A student using this strategy assumes that the environment of graduate school is different from the one they will experience as a practicing astronomer, and that, unpleasant though it may be, it is but a temporary torment, something to be endured as instrumental to their larger goal. This may not be an ideal coping strategy: Holbrook writes “their education then becomes a transaction of goods and services rather than an acculturation process. They learn astronomy rather than how to be an astronomer.”
- Therapy and Medication
I also found it interesting that Holbrook cites this as a survival strategy. Surely it is bad news if astronomy graduate education is driving otherwise healthy individuals to require therapy and medication (and this is what Holbrook must mean — if the medication is a coping strategy to deal with astronomy graduate education, then the need for it must be provoked by that). She writes “Asking professors today how graduate students in their generation dealt with the stress, many revealed that they drank a lot of alcohol – a form of self-medication.” Perhaps not an aspect of the graduate experience that has entirely changed since then . . . but certainly one that, in excess, can have harmful long-term effects.

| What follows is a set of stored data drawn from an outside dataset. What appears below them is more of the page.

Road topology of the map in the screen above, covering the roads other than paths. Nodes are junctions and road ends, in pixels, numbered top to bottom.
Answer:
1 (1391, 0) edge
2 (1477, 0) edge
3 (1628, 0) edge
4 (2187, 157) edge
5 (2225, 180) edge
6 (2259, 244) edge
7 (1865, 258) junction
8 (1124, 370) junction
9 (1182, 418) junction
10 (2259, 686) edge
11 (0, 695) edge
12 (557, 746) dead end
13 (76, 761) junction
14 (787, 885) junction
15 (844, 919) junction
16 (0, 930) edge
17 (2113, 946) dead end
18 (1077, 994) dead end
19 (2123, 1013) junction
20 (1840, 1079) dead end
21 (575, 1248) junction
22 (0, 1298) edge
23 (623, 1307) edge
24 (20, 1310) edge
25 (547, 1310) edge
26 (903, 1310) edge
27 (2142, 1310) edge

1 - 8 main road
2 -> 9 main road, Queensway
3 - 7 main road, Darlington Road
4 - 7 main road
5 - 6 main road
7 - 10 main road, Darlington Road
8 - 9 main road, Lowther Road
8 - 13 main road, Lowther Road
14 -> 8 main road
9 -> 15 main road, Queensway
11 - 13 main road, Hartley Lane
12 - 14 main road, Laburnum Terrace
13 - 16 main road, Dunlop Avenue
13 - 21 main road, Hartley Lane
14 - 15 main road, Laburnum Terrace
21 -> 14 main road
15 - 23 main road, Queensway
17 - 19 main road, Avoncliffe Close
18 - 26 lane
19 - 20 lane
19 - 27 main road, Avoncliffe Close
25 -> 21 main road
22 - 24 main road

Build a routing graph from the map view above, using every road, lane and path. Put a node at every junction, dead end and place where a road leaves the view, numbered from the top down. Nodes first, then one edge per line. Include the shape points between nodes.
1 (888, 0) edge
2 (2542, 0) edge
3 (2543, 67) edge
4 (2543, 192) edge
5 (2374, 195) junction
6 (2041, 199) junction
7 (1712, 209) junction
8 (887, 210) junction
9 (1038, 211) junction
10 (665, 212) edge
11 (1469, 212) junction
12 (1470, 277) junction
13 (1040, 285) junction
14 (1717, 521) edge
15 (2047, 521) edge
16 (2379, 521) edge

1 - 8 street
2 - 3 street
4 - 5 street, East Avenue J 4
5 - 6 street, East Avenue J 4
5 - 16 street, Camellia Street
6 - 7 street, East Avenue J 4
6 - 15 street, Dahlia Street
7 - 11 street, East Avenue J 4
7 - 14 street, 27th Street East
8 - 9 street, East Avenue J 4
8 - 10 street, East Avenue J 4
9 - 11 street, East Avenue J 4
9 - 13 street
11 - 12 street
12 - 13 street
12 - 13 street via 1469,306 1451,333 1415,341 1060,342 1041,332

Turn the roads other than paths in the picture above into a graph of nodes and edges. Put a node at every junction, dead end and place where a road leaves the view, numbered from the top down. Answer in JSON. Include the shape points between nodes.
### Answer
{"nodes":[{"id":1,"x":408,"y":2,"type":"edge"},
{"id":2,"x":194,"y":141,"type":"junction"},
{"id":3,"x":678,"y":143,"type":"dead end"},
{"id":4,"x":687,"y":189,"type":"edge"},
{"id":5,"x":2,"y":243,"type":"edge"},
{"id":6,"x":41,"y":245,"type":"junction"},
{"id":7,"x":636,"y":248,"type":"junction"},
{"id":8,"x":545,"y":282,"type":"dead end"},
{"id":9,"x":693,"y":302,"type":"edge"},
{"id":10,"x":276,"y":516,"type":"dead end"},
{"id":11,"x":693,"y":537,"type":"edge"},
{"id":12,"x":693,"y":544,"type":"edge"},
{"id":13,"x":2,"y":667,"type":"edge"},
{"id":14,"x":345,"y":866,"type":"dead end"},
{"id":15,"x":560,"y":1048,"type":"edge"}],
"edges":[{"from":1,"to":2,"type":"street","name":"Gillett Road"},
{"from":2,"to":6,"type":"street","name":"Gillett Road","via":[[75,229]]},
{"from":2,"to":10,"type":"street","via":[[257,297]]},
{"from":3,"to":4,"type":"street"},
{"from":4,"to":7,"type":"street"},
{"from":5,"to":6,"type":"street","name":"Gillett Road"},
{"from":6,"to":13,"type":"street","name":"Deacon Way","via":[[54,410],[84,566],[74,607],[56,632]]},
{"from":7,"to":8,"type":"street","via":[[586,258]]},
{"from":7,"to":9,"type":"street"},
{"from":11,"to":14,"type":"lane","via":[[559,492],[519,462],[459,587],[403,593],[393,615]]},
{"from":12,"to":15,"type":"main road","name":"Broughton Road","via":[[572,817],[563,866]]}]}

What can astronomy departments do using this information? Holbrook suggests that, armed with knowledge of these strategies, they can recognize students who are using the potentially harmful ones, and steer them away from those and towards some of the others that are likely to be of greater long-term effectiveness and benefit. While her study focused on African-Americans in astronomy, Holbrook argues that these strategies are relevant to other minorities in astronomy as well — and even those of us who are not minorities in astronomy probably recognize ourselves in some of them.